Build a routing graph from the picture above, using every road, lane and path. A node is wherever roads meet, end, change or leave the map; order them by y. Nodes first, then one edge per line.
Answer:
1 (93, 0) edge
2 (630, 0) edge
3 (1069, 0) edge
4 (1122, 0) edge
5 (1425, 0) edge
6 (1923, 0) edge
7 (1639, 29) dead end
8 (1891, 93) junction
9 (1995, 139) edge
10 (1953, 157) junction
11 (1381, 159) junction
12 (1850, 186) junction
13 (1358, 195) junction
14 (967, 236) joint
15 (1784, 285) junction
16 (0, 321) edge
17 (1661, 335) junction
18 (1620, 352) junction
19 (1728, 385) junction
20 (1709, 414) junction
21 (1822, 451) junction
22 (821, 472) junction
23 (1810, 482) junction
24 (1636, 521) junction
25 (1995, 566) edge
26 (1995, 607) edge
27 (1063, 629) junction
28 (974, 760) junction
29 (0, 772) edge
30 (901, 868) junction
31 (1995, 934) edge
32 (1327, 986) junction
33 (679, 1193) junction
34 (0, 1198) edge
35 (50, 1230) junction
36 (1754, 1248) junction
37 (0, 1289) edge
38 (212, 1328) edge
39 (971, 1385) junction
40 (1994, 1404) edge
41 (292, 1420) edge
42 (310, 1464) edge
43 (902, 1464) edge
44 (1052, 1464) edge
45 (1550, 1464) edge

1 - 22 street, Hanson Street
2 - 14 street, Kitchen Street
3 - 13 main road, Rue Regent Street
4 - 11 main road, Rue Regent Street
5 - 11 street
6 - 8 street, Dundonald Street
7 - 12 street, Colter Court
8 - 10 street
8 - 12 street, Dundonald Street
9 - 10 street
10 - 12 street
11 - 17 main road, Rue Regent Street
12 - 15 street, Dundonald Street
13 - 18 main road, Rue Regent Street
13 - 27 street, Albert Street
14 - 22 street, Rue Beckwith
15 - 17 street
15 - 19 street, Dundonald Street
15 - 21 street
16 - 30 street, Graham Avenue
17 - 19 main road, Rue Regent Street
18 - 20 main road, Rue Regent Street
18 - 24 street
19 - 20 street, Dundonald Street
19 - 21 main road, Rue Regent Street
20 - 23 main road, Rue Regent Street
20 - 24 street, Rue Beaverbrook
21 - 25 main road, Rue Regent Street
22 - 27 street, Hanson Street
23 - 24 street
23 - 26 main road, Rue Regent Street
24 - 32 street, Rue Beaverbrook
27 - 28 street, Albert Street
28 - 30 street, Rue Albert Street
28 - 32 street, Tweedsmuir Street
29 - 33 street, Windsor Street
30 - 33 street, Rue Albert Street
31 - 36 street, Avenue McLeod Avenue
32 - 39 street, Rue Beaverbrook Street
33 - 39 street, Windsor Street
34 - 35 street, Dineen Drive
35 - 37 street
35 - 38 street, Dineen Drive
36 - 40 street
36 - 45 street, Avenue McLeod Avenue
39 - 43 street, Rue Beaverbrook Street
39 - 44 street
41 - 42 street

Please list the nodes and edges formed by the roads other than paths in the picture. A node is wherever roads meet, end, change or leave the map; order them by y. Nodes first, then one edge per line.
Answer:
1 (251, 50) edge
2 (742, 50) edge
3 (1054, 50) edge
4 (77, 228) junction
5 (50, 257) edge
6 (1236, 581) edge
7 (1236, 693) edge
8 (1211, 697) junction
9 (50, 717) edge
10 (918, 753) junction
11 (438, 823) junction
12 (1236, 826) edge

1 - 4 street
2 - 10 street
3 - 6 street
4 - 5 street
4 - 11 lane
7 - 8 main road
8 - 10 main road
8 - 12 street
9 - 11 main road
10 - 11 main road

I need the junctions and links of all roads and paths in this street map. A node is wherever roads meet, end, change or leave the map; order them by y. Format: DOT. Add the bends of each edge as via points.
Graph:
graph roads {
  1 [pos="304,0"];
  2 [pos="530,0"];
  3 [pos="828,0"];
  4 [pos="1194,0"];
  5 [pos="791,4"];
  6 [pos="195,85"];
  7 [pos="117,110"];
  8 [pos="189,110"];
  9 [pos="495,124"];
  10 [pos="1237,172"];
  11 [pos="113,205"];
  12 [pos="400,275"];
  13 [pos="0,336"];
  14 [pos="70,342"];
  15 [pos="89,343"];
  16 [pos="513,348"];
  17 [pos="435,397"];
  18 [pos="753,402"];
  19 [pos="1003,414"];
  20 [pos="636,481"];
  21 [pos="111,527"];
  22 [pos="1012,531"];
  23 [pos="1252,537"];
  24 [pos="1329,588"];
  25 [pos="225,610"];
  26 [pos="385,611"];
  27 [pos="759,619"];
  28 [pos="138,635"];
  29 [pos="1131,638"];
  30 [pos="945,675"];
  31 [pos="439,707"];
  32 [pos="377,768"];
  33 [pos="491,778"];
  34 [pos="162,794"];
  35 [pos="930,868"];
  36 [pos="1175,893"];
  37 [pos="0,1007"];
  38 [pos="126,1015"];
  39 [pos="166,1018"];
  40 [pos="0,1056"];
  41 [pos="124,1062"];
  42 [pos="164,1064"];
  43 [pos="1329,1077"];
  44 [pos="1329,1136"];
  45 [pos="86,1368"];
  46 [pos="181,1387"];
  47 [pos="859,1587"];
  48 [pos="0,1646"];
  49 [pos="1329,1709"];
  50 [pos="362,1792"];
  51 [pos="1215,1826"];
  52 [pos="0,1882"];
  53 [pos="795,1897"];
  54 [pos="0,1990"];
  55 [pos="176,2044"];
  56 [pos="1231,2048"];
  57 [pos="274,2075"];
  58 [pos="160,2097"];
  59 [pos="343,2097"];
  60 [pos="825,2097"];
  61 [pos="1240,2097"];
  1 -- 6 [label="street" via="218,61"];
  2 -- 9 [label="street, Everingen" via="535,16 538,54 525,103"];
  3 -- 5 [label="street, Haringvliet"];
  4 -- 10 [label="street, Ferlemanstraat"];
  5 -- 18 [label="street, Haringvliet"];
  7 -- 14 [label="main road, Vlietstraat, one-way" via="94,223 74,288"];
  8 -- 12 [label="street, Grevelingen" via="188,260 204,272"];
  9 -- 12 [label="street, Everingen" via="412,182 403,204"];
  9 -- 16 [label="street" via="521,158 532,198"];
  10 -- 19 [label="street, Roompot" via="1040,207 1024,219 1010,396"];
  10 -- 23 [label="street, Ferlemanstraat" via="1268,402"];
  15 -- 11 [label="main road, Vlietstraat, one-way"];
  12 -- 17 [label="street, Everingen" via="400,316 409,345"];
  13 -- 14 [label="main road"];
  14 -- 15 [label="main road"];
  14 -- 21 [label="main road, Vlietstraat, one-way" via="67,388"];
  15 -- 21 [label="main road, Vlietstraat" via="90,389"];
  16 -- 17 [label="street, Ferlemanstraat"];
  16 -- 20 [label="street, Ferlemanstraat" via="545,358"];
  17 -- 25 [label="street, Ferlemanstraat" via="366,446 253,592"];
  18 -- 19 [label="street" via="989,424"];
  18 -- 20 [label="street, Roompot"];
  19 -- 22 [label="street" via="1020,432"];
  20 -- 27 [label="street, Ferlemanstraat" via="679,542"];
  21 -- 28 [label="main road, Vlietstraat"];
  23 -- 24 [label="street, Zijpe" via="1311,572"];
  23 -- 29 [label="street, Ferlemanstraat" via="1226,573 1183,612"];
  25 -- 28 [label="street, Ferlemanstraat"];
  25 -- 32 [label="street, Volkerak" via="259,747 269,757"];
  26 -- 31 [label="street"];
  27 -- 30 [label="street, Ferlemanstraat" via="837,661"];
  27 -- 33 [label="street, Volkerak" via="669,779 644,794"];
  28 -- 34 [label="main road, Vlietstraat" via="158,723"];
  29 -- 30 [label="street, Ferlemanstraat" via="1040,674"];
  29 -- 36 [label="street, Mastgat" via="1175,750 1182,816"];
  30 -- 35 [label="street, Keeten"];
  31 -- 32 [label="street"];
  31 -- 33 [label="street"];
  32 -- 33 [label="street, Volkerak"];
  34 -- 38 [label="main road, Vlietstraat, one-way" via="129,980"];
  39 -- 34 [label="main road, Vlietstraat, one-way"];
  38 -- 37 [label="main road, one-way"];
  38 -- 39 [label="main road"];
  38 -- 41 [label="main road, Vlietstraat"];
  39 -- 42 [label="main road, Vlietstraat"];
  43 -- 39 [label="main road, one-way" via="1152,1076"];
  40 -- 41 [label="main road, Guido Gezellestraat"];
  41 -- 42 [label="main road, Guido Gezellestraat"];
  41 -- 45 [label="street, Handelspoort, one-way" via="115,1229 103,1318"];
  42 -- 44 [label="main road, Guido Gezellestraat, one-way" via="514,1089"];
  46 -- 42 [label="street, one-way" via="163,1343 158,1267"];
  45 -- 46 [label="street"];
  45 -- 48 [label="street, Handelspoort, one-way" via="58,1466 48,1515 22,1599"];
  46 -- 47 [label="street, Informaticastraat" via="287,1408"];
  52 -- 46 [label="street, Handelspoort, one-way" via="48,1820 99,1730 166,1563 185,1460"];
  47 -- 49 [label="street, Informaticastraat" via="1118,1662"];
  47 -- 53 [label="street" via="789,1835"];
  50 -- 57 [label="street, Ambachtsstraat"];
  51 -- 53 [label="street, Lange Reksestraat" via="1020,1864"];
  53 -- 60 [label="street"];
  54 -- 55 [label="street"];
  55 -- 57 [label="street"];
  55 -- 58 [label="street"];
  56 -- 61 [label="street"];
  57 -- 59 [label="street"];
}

### Your task
Collect each line above holding the string "then".

### Finished exercise
Build a routing graph from the picture above, using every road, lane and path. A node is wherever roads meet, end, change or leave the map; order them by y. Nodes first, then one edge per line.
Please list the nodes and edges formed by the roads other than paths in the picture. A node is wherever roads meet, end, change or leave the map; order them by y. Nodes first, then one edge per line.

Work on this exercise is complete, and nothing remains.